Présent en conférence de presse d'avant-match, Roberto De Zerbi a tenu à répondre à Eric Fouda, son homologue au Bayeux FC. « On sait que leur coach aime parler, il donne des conseils aux autres coachs. S'il veut m'en donner, je lui donnerai demain mon numéro de téléphone. S'il veut me conseiller de quelle manière je devrais jouer, moi, j’accepte tous les conseils qu'on peut me donner », a pesté l'entraineur de l'OM.
«Je suis surtout déçu qu’il y ait eu ce type de réaction»
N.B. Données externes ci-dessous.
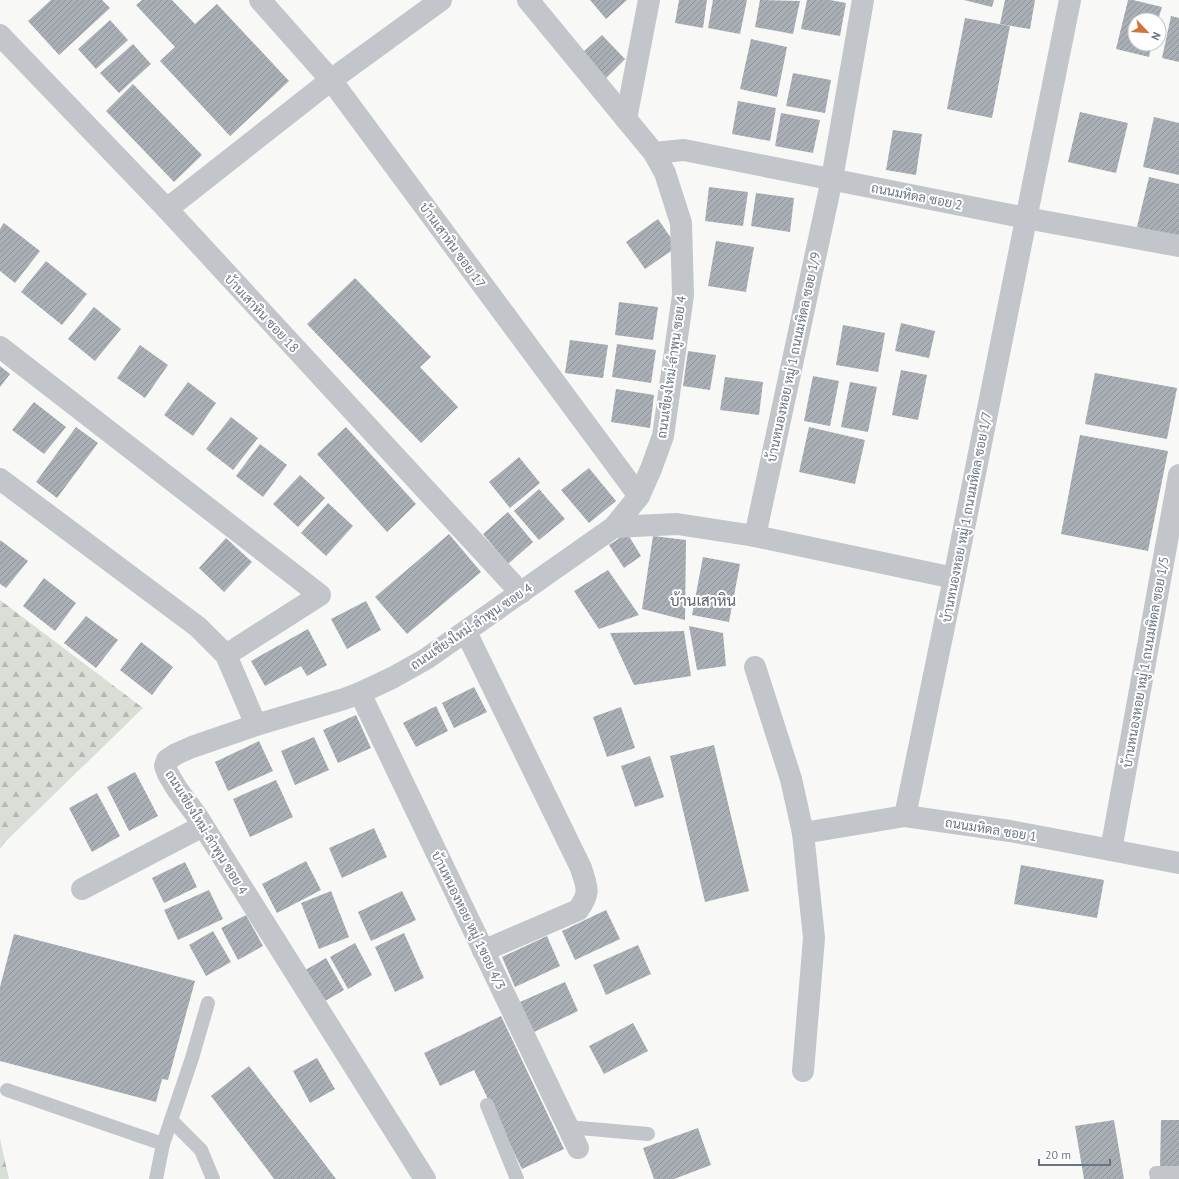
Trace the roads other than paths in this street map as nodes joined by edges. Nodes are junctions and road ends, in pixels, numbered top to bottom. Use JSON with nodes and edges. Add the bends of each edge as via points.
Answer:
{"nodes":[{"id":1,"x":260,"y":0,"type":"edge"},
{"id":2,"x":441,"y":0,"type":"edge"},
{"id":3,"x":528,"y":0,"type":"edge"},
{"id":4,"x":649,"y":0,"type":"edge"},
{"id":5,"x":863,"y":0,"type":"edge"},
{"id":6,"x":1070,"y":0,"type":"edge"},
{"id":7,"x":0,"y":35,"type":"edge"},
{"id":8,"x":331,"y":80,"type":"junction"},
{"id":9,"x":626,"y":119,"type":"junction"},
{"id":10,"x":654,"y":153,"type":"junction"},
{"id":11,"x":832,"y":179,"type":"junction"},
{"id":12,"x":167,"y":210,"type":"junction"},
{"id":13,"x":1026,"y":218,"type":"junction"},
{"id":14,"x":1179,"y":246,"type":"edge"},
{"id":15,"x":0,"y":347,"type":"edge"},
{"id":16,"x":1179,"y":475,"type":"edge"},
{"id":17,"x":0,"y":479,"type":"edge"},
{"id":18,"x":639,"y":496,"type":"junction"},
{"id":19,"x":614,"y":527,"type":"junction"},
{"id":20,"x":755,"y":536,"type":"junction"},
{"id":21,"x":954,"y":578,"type":"junction"},
{"id":22,"x":521,"y":593,"type":"junction"},
{"id":23,"x":466,"y":632,"type":"junction"},
{"id":24,"x":226,"y":655,"type":"junction"},
{"id":25,"x":755,"y":668,"type":"dead end"},
{"id":26,"x":360,"y":693,"type":"junction"},
{"id":27,"x":256,"y":725,"type":"junction"},
{"id":28,"x":905,"y":816,"type":"junction"},
{"id":29,"x":203,"y":826,"type":"junction"},
{"id":30,"x":803,"y":833,"type":"junction"},
{"id":31,"x":1112,"y":850,"type":"junction"},
{"id":32,"x":1179,"y":863,"type":"edge"},
{"id":33,"x":82,"y":889,"type":"dead end"},
{"id":34,"x":484,"y":951,"type":"junction"},
{"id":35,"x":208,"y":1003,"type":"dead end"},
{"id":36,"x":803,"y":1071,"type":"dead end"},
{"id":37,"x":7,"y":1090,"type":"dead end"},
{"id":38,"x":486,"y":1105,"type":"dead end"},
{"id":39,"x":171,"y":1120,"type":"junction"},
{"id":40,"x":568,"y":1127,"type":"junction"},
{"id":41,"x":648,"y":1134,"type":"dead end"},
{"id":42,"x":163,"y":1144,"type":"junction"},
{"id":43,"x":578,"y":1148,"type":"dead end"},
{"id":44,"x":1179,"y":1173,"type":"edge"},
{"id":45,"x":156,"y":1179,"type":"edge"},
{"id":46,"x":213,"y":1179,"type":"edge"},
{"id":47,"x":425,"y":1179,"type":"edge"},
{"id":48,"x":517,"y":1179,"type":"edge"},
{"id":49,"x":1157,"y":1179,"type":"edge"}],
"edges":[{"from":1,"to":8,"type":"street","name":"บ้านเสาหิน ซอย 17"},
{"from":2,"to":8,"type":"street"},
{"from":3,"to":9,"type":"street","name":"ถนนเชียงใหม่-ลำพูน ซอย 4"},
{"from":4,"to":9,"type":"street"},
{"from":5,"to":11,"type":"street","name":"บ้านหนองหอย หมู่ 1 ถนนมหิดล ซอย 1/9"},
{"from":6,"to":13,"type":"street","name":"บ้านหนองหอย หมู่ 1 ถนนมหิดล ซอย 1/7"},
{"from":7,"to":12,"type":"street","name":"บ้านเสาหิน ซอย 18"},
{"from":8,"to":12,"type":"street"},
{"from":8,"to":18,"type":"street","name":"บ้านเสาหิน ซอย 17"},
{"from":9,"to":10,"type":"street","name":"ถนนเชียงใหม่-ลำพูน ซอย 4"},
{"from":10,"to":11,"type":"street","name":"ถนนมหิดล ซอย 2","via":[[684,150]]},
{"from":10,"to":18,"type":"street","name":"ถนนเชียงใหม่-ลำพูน ซอย 4","via":[[665,173],[681,223],[683,295],[663,436]]},
{"from":11,"to":13,"type":"street","name":"ถนนมหิดล ซอย 2"},
{"from":11,"to":20,"type":"street","name":"บ้านหนองหอย หมู่ 1 ถนนมหิดล ซอย 1/9"},
{"from":12,"to":22,"type":"street","name":"บ้านเสาหิน ซอย 18"},
{"from":13,"to":14,"type":"street","name":"ถนนมหิดล ซอย 2"},
{"from":13,"to":21,"type":"street","name":"บ้านหนองหอย หมู่ 1 ถนนมหิดล ซอย 1/7"},
{"from":15,"to":24,"type":"street","via":[[320,594]]},
{"from":16,"to":31,"type":"street","name":"บ้านหนองหอย หมู่ 1 ถนนมหิดล ซอย 1/5"},
{"from":17,"to":24,"type":"street","via":[[198,628]]},
{"from":18,"to":19,"type":"street","name":"ถนนเชียงใหม่-ลำพูน ซอย 4"},
{"from":19,"to":20,"type":"street","via":[[677,524]]},
{"from":19,"to":22,"type":"street","name":"ถนนเชียงใหม่-ลำพูน ซอย 4"},
{"from":20,"to":21,"type":"street"},
{"from":21,"to":28,"type":"street","name":"บ้านหนองหอย หมู่ 1 ถนนมหิดล ซอย 1/7"},
{"from":22,"to":23,"type":"street","name":"ถนนเชียงใหม่-ลำพูน ซอย 4"},
{"from":23,"to":26,"type":"street","name":"ถนนเชียงใหม่-ลำพูน ซอย 4","via":[[426,659]]},
{"from":23,"to":34,"type":"street","via":[[580,868],[587,888],[586,899],[578,910]]},
{"from":24,"to":27,"type":"street"},
{"from":25,"to":30,"type":"street","via":[[791,779]]},
{"from":26,"to":27,"type":"street","name":"ถนนเชียงใหม่-ลำพูน ซอย 4"},
{"from":26,"to":34,"type":"street","name":"บ้านหนองหอย หมู่ 1ซอย 4/3"},
{"from":27,"to":29,"type":"street","name":"ถนนเชียงใหม่-ลำพูน ซอย 4","via":[[192,746],[167,760],[165,766],[168,774]]},
{"from":28,"to":30,"type":"street","name":"ถนนมหิดล ซอย 1"},
{"from":28,"to":31,"type":"street","name":"ถนนมหิดล ซอย 1","via":[[1010,831]]},
{"from":29,"to":33,"type":"street"},
{"from":29,"to":47,"type":"street","name":"ถนนเชียงใหม่-ลำพูน ซอย 4"},
{"from":30,"to":36,"type":"street","via":[[814,938]]},
{"from":31,"to":32,"type":"street","name":"ถนนมหิดล ซอย 1"},
{"from":34,"to":40,"type":"street","name":"บ้านหนองหอย หมู่ 1ซอย 4/3"},
{"from":35,"to":39,"type":"lane"},
{"from":37,"to":42,"type":"lane"},
{"from":38,"to":48,"type":"lane"},
{"from":39,"to":42,"type":"lane"},
{"from":39,"to":46,"type":"lane","via":[[201,1150]]},
{"from":40,"to":41,"type":"lane"},
{"from":40,"to":43,"type":"street","name":"บ้านหนองหอย หมู่ 1ซอย 4/3"},
{"from":42,"to":45,"type":"lane"},
{"from":44,"to":49,"type":"lane","via":[[1156,1173]]}]}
Après le carton de l'OM face au Bayeux FC (9-0), Eric Fouda est revenu sur ses propos à l'encontre de Roberto De Zerbi : « On savait que ce serait très compliqué contre une équipe de Ligue des Champions, qui est venue très motivée, peut-être un peu plus que d’habitude. Je crois que je les avais un peu trop chauffés. C’était de bonne guerre. On savait qu’on n’avait rien à perdre, on parlait de rêves et de faiblesses en face. C’est une réalité, on l’a vérifié contre Nantes, le PSG. Ce sont des équipes d’un certain niveau, pas Bayeux, donc ça s’est moins vu ce soir (mardi), mais je confirme. J’ai fait une boutade et je suis surtout déçu qu’il y ait eu ce type de réaction. Cela n’en valait pas le coup. Sur Roberto De Zerbi, j’ai quand même le droit de dire que j’aimais l’OM de Waddle et un peu moins le sien. C’est logique car l’OM de Waddle a gagné la Ligue des Champions, que j’étais un gamin et que je criais chez moi devant la télé. Je ne donne pas de conseils aux autres coaches, je ne suis qu’un petit entraîneur de R1, mais j’ai quand même le droit d’avoir des idées et de penser ce que je veux ».